TASK DESCRIPTION: Starting with the first line of the records, write out each line exactly until you have included the line containing "Digitize the connectivity".
──────── DATA FOR THIS TASK ────────
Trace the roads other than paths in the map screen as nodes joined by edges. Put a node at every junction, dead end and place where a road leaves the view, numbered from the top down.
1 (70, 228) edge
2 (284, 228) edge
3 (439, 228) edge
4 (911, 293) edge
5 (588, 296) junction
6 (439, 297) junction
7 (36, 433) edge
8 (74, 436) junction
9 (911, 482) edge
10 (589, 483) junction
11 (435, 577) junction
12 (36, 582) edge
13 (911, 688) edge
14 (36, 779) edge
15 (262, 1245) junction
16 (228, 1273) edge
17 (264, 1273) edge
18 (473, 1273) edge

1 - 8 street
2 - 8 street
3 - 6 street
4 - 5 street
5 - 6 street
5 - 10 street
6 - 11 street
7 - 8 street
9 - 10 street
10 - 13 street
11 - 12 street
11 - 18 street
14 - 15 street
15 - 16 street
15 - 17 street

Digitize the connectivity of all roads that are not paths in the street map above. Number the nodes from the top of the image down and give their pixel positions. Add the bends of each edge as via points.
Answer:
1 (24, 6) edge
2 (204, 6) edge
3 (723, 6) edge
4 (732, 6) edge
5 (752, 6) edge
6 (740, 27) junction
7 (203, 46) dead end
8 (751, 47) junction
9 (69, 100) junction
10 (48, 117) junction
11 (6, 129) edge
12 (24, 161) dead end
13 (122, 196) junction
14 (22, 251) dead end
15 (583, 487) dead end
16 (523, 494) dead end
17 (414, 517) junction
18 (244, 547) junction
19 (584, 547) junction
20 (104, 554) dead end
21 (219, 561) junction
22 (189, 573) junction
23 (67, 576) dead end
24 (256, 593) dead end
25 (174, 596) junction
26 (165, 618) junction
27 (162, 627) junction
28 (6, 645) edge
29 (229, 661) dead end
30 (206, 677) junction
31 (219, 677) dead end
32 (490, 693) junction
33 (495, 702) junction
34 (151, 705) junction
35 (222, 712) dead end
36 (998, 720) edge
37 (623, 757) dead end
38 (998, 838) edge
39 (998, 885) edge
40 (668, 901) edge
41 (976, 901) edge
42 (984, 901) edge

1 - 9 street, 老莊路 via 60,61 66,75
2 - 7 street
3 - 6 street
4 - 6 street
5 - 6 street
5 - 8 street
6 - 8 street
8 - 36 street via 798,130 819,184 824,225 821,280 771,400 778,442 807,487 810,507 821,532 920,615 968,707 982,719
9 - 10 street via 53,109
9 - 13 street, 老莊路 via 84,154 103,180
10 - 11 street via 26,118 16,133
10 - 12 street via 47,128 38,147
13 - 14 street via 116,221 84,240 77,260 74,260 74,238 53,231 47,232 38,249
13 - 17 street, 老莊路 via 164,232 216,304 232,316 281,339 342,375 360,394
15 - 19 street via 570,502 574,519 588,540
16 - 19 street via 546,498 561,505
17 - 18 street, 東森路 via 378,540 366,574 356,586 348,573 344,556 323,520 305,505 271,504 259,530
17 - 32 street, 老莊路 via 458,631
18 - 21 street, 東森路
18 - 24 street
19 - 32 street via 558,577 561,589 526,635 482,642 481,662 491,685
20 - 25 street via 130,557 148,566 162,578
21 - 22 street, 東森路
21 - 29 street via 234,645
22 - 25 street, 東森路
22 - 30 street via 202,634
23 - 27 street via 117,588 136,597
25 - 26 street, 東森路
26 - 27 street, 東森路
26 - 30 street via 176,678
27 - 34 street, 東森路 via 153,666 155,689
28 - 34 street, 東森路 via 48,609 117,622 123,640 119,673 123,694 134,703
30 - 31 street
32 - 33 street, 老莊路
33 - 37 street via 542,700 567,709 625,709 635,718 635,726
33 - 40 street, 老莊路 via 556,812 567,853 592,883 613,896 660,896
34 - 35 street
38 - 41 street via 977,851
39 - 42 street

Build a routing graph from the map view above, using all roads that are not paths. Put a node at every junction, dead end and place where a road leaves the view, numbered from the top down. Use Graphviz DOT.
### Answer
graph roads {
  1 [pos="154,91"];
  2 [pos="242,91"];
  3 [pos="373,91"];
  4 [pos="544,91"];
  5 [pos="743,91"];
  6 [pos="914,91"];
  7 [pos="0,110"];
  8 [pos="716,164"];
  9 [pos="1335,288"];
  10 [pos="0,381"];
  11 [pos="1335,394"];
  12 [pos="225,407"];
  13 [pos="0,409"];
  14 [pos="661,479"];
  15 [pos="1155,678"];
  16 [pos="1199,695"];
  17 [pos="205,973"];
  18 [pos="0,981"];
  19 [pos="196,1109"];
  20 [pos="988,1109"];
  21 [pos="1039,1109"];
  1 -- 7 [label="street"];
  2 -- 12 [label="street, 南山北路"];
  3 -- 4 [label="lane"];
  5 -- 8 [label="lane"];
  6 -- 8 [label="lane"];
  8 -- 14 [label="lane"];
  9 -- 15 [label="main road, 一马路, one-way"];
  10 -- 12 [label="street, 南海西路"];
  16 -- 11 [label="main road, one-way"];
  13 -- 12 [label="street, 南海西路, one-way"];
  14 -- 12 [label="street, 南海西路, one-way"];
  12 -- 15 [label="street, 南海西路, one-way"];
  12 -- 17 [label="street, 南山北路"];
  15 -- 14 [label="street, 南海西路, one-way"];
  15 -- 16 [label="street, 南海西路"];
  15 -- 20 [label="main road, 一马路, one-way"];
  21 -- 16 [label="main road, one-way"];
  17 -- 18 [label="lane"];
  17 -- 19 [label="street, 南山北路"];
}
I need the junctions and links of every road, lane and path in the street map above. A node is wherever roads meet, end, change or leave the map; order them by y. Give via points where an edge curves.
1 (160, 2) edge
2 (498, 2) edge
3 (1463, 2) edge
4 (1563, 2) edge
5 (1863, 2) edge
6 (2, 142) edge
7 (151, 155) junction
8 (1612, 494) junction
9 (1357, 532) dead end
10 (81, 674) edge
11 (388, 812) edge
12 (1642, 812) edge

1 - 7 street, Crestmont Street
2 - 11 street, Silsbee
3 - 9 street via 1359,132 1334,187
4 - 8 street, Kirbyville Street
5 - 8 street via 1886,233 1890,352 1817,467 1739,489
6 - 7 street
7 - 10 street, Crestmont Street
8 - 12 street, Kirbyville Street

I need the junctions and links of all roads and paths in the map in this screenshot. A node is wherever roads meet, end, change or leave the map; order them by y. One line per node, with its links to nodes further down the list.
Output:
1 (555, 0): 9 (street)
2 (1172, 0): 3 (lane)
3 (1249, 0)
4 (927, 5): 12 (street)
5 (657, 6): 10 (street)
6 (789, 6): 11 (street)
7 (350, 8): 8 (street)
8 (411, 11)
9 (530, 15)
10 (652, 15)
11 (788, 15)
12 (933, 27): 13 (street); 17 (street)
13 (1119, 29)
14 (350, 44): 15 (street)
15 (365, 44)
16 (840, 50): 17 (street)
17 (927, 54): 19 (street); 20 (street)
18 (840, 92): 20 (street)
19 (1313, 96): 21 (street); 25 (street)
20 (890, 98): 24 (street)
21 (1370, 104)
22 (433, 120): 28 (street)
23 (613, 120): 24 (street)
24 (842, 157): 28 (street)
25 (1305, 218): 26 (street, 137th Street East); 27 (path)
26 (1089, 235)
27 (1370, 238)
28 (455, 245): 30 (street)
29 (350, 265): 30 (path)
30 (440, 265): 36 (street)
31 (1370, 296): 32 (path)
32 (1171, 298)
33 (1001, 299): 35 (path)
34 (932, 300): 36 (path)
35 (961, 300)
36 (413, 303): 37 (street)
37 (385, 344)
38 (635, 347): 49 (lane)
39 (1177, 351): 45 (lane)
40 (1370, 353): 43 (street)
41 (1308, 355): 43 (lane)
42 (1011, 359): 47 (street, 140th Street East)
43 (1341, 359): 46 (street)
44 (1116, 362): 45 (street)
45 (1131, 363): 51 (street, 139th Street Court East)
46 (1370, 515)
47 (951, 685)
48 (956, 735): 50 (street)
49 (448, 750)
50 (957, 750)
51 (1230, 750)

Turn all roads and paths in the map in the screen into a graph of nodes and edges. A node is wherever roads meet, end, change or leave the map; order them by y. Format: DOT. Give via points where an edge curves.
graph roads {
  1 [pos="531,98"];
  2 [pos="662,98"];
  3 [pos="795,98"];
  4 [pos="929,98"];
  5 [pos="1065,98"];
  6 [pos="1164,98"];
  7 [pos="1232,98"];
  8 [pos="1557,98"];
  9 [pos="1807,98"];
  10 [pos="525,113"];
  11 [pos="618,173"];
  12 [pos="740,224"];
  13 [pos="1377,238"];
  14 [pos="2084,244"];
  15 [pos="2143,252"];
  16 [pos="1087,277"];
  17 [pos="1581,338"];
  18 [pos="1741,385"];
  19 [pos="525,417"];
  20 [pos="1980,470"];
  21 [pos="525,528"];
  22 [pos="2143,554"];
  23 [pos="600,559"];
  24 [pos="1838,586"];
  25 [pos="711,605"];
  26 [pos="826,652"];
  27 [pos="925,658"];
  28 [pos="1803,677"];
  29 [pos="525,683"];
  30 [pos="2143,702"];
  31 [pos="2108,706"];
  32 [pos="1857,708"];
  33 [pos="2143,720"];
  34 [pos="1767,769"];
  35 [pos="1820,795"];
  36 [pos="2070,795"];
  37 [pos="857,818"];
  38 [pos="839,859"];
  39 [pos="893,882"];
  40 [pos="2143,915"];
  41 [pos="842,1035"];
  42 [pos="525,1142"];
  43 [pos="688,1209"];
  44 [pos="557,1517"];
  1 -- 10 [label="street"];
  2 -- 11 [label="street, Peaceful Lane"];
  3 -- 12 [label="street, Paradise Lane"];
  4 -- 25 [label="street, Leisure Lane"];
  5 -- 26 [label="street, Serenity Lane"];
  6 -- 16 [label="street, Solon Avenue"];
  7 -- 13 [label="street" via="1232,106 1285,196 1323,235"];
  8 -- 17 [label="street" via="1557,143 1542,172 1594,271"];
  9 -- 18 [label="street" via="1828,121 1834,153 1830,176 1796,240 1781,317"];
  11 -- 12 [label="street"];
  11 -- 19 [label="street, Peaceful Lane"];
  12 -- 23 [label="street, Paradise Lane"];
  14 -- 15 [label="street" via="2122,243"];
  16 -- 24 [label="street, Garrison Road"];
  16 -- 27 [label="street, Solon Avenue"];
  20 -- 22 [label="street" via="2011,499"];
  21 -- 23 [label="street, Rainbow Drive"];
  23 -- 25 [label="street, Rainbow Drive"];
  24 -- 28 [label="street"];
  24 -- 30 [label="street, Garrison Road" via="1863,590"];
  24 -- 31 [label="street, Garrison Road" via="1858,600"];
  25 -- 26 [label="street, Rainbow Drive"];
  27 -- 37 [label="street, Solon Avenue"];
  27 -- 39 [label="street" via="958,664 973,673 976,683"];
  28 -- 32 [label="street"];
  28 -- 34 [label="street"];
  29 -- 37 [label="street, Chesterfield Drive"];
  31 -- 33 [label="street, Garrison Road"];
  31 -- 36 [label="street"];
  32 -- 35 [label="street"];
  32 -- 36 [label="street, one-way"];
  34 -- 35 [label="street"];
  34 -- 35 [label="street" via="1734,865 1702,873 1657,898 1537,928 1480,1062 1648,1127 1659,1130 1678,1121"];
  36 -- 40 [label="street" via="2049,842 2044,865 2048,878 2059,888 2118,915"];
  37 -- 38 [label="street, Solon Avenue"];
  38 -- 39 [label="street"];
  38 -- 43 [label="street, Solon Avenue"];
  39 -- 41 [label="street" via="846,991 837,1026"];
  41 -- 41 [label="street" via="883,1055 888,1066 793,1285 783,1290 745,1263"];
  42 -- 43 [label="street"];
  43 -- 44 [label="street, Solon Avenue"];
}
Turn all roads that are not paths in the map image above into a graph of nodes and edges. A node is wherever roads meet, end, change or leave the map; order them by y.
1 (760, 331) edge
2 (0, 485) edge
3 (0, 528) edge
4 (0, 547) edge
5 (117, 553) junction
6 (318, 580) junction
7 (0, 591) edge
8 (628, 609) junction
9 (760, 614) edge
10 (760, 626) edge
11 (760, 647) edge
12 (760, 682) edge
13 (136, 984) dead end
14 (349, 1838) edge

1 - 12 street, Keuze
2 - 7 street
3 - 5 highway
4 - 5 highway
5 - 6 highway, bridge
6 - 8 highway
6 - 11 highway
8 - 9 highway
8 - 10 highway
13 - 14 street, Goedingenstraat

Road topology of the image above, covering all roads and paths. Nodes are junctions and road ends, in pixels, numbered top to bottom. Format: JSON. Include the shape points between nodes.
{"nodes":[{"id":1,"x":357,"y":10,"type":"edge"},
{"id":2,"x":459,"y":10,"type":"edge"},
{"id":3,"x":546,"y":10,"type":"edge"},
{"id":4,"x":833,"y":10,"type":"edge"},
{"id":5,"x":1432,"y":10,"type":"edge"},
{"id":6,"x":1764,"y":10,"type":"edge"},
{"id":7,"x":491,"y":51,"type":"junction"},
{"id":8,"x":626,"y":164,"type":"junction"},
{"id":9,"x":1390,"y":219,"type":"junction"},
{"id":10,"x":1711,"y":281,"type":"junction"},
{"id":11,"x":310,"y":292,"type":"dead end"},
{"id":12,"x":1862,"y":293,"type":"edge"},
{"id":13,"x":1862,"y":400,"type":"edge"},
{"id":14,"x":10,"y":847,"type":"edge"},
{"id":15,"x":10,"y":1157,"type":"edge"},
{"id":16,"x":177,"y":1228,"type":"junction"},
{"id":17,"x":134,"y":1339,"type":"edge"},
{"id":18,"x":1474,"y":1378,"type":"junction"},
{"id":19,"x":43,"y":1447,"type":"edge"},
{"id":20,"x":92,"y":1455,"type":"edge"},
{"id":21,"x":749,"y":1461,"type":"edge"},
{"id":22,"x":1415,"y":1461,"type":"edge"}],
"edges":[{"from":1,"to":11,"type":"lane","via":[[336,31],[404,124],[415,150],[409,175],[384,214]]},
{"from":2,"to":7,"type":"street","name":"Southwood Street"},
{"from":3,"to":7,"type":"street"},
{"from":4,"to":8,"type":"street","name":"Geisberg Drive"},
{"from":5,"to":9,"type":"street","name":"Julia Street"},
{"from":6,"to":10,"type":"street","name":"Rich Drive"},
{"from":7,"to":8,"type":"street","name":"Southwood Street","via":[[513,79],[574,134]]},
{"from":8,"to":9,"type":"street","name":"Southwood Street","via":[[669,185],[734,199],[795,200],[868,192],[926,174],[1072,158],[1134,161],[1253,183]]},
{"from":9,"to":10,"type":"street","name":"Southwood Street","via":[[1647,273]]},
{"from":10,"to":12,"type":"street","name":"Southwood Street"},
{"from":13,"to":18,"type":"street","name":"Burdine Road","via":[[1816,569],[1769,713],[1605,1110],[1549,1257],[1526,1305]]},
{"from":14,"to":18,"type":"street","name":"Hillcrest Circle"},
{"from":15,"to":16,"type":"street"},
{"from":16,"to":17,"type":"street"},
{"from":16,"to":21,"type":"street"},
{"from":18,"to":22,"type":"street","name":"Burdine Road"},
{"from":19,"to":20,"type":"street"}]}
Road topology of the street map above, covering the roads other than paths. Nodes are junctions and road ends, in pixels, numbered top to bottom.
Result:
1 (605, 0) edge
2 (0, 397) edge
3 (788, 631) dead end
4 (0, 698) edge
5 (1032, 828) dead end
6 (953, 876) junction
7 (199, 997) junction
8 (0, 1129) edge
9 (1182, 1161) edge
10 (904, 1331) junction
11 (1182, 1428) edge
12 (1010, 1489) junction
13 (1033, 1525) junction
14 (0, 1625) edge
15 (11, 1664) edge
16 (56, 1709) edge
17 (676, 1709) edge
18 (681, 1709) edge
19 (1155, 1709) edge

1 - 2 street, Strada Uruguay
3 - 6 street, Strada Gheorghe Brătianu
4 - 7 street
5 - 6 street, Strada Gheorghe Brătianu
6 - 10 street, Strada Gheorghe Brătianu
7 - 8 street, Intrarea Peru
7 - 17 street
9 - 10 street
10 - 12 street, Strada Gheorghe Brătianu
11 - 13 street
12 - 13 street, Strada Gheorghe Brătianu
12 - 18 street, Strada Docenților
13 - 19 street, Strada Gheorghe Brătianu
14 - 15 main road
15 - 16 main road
────────
YOUR RESPONSE:
Trace the roads other than paths in the map screen as nodes joined by edges. Put a node at every junction, dead end and place where a road leaves the view, numbered from the top down.
1 (70, 228) edge
2 (284, 228) edge
3 (439, 228) edge
4 (911, 293) edge
5 (588, 296) junction
6 (439, 297) junction
7 (36, 433) edge
8 (74, 436) junction
9 (911, 482) edge
10 (589, 483) junction
11 (435, 577) junction
12 (36, 582) edge
13 (911, 688) edge
14 (36, 779) edge
15 (262, 1245) junction
16 (228, 1273) edge
17 (264, 1273) edge
18 (473, 1273) edge

1 - 8 street
2 - 8 street
3 - 6 street
4 - 5 street
5 - 6 street
5 - 10 street
6 - 11 street
7 - 8 street
9 - 10 street
10 - 13 street
11 - 12 street
11 - 18 street
14 - 15 street
15 - 16 street
15 - 17 street

Digitize the connectivity of all roads that are not paths in the street map above. Number the nodes from the top of the image down and give their pixel positions. Add the bends of each edge as via points.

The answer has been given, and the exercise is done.